THE PROBLEM: Each line of the records that includes "numbered" should be found and copied.

─── RECORDS TO USE ───

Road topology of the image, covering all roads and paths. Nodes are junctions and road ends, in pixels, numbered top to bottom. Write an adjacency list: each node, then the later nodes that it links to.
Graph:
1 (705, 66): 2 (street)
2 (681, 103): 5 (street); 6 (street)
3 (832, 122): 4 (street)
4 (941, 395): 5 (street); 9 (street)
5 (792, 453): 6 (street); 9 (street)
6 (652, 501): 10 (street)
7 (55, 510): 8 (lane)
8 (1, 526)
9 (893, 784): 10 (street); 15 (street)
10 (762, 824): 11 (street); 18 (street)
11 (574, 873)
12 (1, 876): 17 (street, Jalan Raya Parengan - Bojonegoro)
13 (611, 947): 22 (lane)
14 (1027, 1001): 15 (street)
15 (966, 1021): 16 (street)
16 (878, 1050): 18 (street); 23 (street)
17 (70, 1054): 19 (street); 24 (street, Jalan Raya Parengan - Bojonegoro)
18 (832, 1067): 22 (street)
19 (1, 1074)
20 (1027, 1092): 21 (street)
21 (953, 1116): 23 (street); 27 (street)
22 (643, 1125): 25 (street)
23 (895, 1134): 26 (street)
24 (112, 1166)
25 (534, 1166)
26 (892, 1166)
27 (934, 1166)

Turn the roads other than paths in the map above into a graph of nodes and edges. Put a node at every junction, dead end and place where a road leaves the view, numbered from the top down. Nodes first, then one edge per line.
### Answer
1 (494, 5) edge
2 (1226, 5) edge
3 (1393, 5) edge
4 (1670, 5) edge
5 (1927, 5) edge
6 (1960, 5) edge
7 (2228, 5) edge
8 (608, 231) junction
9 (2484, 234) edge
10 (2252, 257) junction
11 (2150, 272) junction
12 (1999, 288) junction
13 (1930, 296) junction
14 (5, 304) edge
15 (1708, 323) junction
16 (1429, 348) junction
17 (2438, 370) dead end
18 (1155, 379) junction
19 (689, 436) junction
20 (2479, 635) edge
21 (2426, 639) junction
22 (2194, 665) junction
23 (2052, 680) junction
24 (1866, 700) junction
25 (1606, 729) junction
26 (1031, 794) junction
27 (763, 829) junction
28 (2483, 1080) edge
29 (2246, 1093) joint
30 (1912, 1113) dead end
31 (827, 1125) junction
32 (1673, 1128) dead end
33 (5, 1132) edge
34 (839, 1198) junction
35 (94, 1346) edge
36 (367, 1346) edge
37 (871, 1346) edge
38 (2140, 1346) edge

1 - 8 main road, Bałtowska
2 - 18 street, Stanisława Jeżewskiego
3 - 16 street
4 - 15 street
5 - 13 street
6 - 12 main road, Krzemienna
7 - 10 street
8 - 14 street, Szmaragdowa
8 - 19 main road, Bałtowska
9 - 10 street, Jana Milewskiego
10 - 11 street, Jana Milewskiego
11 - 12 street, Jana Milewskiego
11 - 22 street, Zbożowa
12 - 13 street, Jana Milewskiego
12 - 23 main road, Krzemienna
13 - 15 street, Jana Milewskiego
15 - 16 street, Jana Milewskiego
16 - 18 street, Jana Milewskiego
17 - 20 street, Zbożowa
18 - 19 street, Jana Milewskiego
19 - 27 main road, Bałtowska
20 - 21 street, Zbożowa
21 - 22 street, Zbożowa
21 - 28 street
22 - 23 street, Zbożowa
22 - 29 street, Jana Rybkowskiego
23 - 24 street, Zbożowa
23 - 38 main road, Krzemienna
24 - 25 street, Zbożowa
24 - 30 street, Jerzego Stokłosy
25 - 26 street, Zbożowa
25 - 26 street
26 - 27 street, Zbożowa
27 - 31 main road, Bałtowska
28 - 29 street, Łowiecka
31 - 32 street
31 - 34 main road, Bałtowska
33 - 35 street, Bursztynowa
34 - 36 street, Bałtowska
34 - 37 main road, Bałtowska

───

PROBLEM SOLUTION:
Road topology of the image, covering all roads and paths. Nodes are junctions and road ends, in pixels, numbered top to bottom. Write an adjacency list: each node, then the later nodes that it links to.
Turn the roads other than paths in the map above into a graph of nodes and edges. Put a node at every junction, dead end and place where a road leaves the view, numbered from the top down. Nodes first, then one edge per line.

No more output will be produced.